The difference that we always book 7 nights at AI resort. Less nights is difficult to find, it will be expensive and not enough time.

Maui is too far from YYZ , even for 10 days.


----------



## gibor365 (Apr 1, 2011)

I was thinking about US Southern states, like Georgia, New Mexico, Texas .... is something interesting to do over there?



> Consider Fort Lauderdale. The beach is beautiful, there is lots to do, and the Florida Everglades make an excellent nature excursion.


My wife's relatives live in Naples, FL and invite us to visit... Is it a nice place?


----------



## TomB19 (Sep 24, 2015)

Naples is my second favorite place in Florida, and probably the nicest in some ways.

I like Miami Beach. I like the activity, the beach, the boardwalk, etc. ... but it's expensive as hell, parking is horrendous, and it's very commercial.

Naples is a nice little tourist town. It will seem really expensive, although not as much to you as I recall you're in the GTA, but it's cheap compared to Miami Beach.

Vanderbilt beach is tremendous. White sugar sand. Nice restaurants. Gorgeous.

We went to a hot spring, one Christmas. It was real pretty. We sat in the hot pool and caught snowflakes on our tongues. We might do it again, this Christmas.
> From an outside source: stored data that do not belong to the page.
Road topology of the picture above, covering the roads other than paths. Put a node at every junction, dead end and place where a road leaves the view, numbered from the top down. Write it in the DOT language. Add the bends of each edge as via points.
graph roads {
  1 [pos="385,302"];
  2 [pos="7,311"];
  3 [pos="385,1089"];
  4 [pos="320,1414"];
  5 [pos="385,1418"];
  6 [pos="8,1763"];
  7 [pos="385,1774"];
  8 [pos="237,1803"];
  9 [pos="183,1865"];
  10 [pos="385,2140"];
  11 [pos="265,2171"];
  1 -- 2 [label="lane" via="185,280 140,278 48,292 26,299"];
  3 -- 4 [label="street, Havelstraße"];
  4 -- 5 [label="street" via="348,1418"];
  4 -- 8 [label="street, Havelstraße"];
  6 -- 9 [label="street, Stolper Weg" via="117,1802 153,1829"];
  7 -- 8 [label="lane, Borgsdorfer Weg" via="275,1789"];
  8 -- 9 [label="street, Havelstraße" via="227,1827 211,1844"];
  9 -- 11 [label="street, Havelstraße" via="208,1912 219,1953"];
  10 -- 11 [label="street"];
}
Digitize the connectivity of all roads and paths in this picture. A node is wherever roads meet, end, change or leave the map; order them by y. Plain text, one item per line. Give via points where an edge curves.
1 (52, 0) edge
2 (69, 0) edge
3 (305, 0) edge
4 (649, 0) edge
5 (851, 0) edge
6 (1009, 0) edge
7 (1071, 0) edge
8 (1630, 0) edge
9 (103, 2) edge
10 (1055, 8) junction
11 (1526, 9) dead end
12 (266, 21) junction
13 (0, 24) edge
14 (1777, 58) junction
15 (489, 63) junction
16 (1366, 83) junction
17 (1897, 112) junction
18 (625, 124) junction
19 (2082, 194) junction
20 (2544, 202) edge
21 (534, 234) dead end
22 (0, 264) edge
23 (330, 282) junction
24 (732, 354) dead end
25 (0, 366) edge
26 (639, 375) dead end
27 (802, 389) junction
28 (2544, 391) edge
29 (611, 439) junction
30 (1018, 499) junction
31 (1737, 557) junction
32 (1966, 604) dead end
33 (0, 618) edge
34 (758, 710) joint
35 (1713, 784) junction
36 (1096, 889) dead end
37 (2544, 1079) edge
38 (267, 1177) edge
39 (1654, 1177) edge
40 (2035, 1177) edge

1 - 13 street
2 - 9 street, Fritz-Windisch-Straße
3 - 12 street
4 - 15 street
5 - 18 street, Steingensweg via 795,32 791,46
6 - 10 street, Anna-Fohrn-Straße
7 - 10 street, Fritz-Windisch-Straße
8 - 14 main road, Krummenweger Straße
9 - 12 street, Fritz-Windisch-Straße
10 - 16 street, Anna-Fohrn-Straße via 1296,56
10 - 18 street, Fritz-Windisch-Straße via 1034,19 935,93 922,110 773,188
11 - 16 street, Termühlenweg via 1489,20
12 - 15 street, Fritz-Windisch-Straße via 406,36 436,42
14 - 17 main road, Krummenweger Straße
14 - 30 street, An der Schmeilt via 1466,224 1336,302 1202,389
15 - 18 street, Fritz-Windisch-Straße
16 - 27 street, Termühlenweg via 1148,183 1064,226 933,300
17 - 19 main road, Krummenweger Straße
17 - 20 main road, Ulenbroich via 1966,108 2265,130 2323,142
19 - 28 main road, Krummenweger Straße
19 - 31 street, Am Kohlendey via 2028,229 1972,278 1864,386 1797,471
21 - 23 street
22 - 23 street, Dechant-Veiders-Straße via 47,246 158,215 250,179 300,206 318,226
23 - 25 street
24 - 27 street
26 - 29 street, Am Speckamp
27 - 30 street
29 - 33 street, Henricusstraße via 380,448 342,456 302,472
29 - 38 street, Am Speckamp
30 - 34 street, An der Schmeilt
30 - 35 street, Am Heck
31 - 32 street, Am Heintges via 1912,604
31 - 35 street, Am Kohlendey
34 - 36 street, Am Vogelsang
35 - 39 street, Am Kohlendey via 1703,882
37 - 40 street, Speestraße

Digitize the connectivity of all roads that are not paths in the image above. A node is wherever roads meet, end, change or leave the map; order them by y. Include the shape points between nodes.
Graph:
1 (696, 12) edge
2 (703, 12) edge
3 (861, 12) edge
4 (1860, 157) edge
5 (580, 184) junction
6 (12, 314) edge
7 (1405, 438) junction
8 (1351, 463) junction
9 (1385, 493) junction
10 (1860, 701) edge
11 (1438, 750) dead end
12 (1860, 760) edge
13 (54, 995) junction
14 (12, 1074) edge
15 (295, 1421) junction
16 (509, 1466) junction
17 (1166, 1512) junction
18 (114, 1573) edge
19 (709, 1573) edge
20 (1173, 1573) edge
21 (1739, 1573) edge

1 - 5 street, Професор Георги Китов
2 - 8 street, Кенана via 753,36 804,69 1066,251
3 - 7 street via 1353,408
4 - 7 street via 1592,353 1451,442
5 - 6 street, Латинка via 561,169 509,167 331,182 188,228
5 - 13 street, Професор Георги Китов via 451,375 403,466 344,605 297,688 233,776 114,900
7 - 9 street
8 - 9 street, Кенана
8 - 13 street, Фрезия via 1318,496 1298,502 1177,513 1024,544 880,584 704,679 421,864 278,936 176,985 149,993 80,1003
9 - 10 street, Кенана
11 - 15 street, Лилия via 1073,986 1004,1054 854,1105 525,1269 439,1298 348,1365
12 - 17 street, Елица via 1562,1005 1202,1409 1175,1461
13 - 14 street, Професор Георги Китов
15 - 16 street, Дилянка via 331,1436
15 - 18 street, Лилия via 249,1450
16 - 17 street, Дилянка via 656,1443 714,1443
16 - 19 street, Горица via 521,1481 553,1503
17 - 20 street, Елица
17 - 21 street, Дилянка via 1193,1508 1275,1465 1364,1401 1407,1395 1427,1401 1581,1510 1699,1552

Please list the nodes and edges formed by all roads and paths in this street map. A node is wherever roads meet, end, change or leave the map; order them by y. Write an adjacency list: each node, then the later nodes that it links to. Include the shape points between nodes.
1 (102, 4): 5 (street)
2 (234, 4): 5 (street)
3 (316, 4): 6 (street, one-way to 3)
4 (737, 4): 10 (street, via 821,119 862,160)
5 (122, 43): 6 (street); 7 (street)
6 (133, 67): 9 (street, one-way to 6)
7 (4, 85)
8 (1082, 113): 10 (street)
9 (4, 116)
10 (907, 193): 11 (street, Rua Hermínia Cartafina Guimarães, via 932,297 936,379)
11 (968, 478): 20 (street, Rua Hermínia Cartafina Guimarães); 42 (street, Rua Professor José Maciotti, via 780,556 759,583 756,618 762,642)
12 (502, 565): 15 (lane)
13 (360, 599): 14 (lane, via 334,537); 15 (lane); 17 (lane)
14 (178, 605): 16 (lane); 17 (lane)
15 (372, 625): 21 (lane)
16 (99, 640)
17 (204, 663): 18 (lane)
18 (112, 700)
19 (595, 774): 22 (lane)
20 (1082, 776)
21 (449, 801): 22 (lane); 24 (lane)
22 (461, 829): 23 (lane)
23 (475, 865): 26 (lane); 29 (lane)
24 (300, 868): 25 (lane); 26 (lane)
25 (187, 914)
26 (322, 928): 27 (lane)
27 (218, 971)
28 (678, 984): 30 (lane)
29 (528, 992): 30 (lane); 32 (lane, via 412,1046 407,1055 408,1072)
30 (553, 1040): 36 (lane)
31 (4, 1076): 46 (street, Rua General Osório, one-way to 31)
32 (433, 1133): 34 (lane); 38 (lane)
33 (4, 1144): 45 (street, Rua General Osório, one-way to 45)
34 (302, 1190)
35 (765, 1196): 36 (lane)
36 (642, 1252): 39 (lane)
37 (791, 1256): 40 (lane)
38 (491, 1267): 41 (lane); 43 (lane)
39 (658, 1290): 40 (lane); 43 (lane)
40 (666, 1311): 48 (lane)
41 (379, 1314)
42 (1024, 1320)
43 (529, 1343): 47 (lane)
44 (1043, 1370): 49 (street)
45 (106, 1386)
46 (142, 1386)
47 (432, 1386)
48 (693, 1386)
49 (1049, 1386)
You should have a hot spring close by and you might have more time to relax and less time at airports, renting cars, etc.


----------



## gibor365 (Apr 1, 2011)

> Vanderbilt beach is tremendous. White sugar sand. Nice restaurants. Gorgeous.
> 
> We went to a hot spring, one Christmas. It was real pretty. We sat in the hot pool and caught snowflakes on our tongues. We might do it again, this Christmas. You should have a hot spring close by and you might have more time to relax and less time at airports, renting cars, etc.


Could you please specify name of those hot springs? Also , any other nice places close to Naples?


----------



## TomB19 (Sep 24, 2015)

I was referring to a Canadian hot spring, close to me, not a Florida hot spring. We like Radium and Ainsworth. Both are absolutely gorgeous at Christmas. Both are warm to us (we live in SK), but will be cold to you. I was just suggesting you might find a hot spring close to you that is convenient and a relaxing place to spend 3~4 days, instead of flying somewhere.

In Naples, we mostly walked along the beach and relaxed but we did a few things that you may be interested in. We went to Everglade City and took a fan boat tour. I liked it a lot. Our fan boat driver was a good old boy who was straight out of the deep south. I had some fun with him. We also took a real estate boat tour in Cape Coral. It was terrific. We went out into the bay, saw dolphins, a couple of manatees, and a beautiful island garden. The real estate tour was less interesting, oddly. We love hoses and were looking forward to the R-E side of the tour and it was fine but not the highlight. Just getting out into the bay was the highlight, with the marine life being the cherry on top.

There was a seafood restaurant we kind of liked. It was a small drive from Naples. Perhaps 20 minutes. Not fancy but they had a store that sold all sorts of neat confections including key lime pie and some other key lime treats we really enjoyed. Actually, their key lime pie was as good as any we had in keys. I can't think of the name but we have some swag from there. I'll check the name when I get home from work and report back.

We don't travel rich. We like small diners and family run restaurants. If you like fine dining, downtown Naples is your ticket. Very, very nice. The main drag has a couple of blocks of restaurants and bars that will rival anywhere.


----------



## TomB19 (Sep 24, 2015)

So... the Everglades story...

Before we get in the air boat, our good old boy pilot tells us about two days prior when a competitor from another fan boat company was antagonizing an alligator on the dock. The alligator was agitated. Our guy said he told the other gent the aligator wasn't in the mood for games but this guy kept badgering the gator and the gator ended up biting this guy's hand, rolling, twisting his hand off, and then slithering off into the swamp. Our guy said he watched this guy's watch plop into the water.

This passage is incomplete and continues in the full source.